Anreise nach Hallstatt:

Hallstatt liegt am Hallstätter See im Salzkammergut in dem Bundesbezirk Oberösterreich. Die Stadt Salzburg befindet sich etwa 70 Kilometer entfernt. Die Anreise nach Hallstatt mit dem Auto erfolgt quasi immer aus Norden. Schon am Eingang des Ortes kann man einem Parkleitsystem folgen und findet damit recht schnell einen bezahlten Parkplatz. Von diesen Parkplätzen aus ist es nicht weit in das Zentrum des Ortes. Hallstatt ist auch mit dem Zug erreichbar hat einen eignen Bahnhof. Von diesem muss man noch kurz mit Schiff nach Hallstatt übersetzen. Die Anreise mit der bekannten Salzkammergutbahn hat auch seinen landschaftlichen Charme und ist sicher am entspanntesten.
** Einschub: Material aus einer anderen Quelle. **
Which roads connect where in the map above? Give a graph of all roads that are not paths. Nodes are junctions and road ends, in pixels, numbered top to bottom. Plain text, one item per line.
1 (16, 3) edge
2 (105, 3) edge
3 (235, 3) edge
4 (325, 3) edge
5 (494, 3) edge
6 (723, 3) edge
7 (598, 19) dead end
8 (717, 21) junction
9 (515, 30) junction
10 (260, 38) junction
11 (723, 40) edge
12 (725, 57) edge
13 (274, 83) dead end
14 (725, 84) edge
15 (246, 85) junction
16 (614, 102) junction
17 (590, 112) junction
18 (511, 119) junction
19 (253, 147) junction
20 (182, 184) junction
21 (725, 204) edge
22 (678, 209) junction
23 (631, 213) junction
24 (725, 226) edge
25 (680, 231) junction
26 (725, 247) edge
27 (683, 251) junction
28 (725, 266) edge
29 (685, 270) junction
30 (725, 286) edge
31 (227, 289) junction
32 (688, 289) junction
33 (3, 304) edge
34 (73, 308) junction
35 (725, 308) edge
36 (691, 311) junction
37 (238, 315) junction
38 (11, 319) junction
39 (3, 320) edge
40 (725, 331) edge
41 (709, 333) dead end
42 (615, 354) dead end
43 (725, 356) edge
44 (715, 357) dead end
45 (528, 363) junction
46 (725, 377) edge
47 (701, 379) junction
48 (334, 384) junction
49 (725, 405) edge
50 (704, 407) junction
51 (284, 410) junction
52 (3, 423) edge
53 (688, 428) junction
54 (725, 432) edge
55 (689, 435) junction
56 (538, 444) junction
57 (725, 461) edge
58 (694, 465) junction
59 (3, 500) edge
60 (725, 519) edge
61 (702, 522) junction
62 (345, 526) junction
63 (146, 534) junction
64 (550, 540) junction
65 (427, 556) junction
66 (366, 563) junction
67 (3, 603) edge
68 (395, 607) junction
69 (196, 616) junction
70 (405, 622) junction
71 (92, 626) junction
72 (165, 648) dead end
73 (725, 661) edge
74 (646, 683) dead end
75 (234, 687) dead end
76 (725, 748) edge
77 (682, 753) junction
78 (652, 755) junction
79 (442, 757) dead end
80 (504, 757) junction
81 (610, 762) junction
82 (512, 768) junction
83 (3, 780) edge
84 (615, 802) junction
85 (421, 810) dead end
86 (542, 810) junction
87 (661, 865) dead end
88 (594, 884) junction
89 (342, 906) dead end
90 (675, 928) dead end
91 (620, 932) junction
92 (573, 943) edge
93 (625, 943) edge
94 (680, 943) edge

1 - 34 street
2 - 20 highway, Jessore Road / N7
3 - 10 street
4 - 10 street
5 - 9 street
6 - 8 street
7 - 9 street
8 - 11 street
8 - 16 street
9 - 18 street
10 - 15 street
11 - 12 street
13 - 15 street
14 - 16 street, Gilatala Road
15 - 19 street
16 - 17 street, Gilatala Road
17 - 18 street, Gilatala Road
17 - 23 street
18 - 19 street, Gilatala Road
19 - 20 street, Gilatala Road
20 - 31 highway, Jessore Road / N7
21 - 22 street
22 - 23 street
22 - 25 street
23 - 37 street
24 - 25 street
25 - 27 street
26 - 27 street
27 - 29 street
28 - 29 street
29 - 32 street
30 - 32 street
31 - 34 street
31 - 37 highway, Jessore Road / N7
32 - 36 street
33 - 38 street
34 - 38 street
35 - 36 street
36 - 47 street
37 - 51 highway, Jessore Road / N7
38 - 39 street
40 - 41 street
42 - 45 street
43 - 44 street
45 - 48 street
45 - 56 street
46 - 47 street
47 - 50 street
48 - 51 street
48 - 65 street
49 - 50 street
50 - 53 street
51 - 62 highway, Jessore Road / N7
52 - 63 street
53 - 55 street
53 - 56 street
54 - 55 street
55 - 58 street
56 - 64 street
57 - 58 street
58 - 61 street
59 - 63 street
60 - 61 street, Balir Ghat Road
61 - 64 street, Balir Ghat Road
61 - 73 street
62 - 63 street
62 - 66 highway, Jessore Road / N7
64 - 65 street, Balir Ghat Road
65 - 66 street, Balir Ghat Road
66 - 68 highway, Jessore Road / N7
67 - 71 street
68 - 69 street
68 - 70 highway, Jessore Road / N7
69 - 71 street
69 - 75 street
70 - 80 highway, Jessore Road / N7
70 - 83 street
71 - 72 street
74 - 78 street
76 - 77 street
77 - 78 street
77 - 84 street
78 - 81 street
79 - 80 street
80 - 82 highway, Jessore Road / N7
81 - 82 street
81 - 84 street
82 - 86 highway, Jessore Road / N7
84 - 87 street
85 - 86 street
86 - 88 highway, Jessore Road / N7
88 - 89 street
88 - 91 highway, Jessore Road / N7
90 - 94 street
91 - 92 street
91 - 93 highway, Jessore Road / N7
Was gibt es in Hallstatt zu sehen ?

Karte von Hallstatt und Umgebung
  1. Salzbergbahn Hallstatt
  2. Aussichtsplattform
  3. Salzbergwerk
  4. Zentrum von Hallstatt
  5. Aussichtspunkt über Hallstatt
  6. Bekanntester Fotospot

Mit der Salzbergbahn, aus dem etwas neueren Teils Hallstatt im Süden, kann man die 350 Höhenmeter auf den gleichnamigen Berg Salzberg in nur wenigen Meter erklimmen. Diese Aufstiegshilfe haben wir bei unseren Besuch genutzt. Die Kosten betragen (2019) für eine Bergfahrt 10 Euro, für Berg und Talfahrt 18 Euro pro Person. Alternativ gibt es auch einen tollen Wanderweg hinauf. Es gibt ebenfalls diverse Kombitickets mit dem Salzbergwerk, dass sich dort auch befindet. Oben angekommen hat man bereits eine tolle Aussicht. Das ganze wird noch von dem „Skywalk“ mit dem Blick auf die ganze UNESCO Welterberegion Hallstatt Dachstein Salzkammergut übertroffen. Seit 1997 steht die Region unter Welterbe. Ein wenig Nervenkitzel ist schon dabei, wenn man auf das sich darunter liegend befindliche Hallstatt schaut.

Blick auf den „Skywalk“ und den darunter liegenden Hallstätter See

Man hat einen tollen Blick auf den Hallstättersee und das direkt darunter liegende Hallstatt. Gegenüber von Hallstatt auf der anderen Uferseite befindet sich der Bahnhof von Hallstatt. Man muss somit kurz übersetzen um Hallstatt zu erreichen. Am südlichen Ende des Sees beginnt das bis zu knapp 3000 m hohe Dachsteingebirge.

Blick auf Hallstatt

Nicht weit von der Bergstation der kleinen Standseilbahn entfernt, befindet sich der Eingang zu dem Salzbergwerk. Mit einem Zug fährt man in das Salzbergwerk hinein. Drinnen kann man eine tolle Welt an glitzernden Salzkristallen und beeindruckenden Stollen entdecken. Wir haben bei dem Besuch das Salzbergwerk nicht besucht.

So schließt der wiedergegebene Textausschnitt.